Segment Open

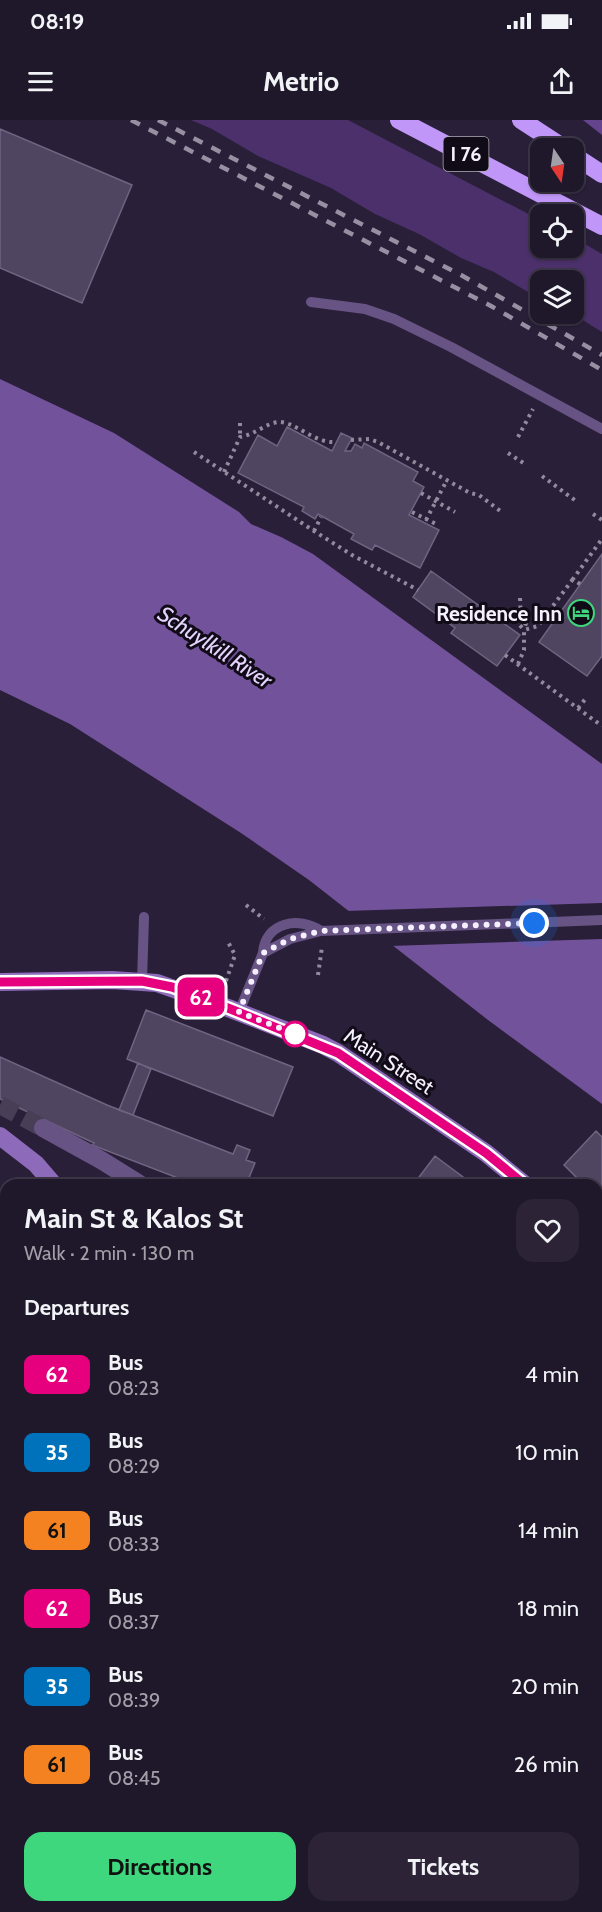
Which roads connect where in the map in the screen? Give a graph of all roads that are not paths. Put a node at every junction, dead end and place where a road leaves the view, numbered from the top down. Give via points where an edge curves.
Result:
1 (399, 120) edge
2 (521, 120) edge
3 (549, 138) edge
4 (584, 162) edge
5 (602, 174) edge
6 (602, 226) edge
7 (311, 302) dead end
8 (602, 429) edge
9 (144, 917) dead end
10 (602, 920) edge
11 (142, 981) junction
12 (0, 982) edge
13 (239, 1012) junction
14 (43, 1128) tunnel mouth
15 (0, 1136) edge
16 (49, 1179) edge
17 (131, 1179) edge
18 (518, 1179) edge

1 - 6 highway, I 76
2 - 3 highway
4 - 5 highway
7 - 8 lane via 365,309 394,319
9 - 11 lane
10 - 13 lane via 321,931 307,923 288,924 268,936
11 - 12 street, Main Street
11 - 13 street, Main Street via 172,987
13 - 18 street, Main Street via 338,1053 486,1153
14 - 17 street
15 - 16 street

Segment Closed

#### Your task
Quote the data above in full, leaving out the pictures it holds.

#### Task response
Which roads connect where in the map in the screen? Give a graph of all roads that are not paths. Put a node at every junction, dead end and place where a road leaves the view, numbered from the top down. Give via points where an edge curves.
Result:
1 (399, 120) edge
2 (521, 120) edge
3 (549, 138) edge
4 (584, 162) edge
5 (602, 174) edge
6 (602, 226) edge
7 (311, 302) dead end
8 (602, 429) edge
9 (144, 917) dead end
10 (602, 920) edge
11 (142, 981) junction
12 (0, 982) edge
13 (239, 1012) junction
14 (43, 1128) tunnel mouth
15 (0, 1136) edge
16 (49, 1179) edge
17 (131, 1179) edge
18 (518, 1179) edge

1 - 6 highway, I 76
2 - 3 highway
4 - 5 highway
7 - 8 lane via 365,309 394,319
9 - 11 lane
10 - 13 lane via 321,931 307,923 288,924 268,936
11 - 12 street, Main Street
11 - 13 street, Main Street via 172,987
13 - 18 street, Main Street via 338,1053 486,1153
14 - 17 street
15 - 16 street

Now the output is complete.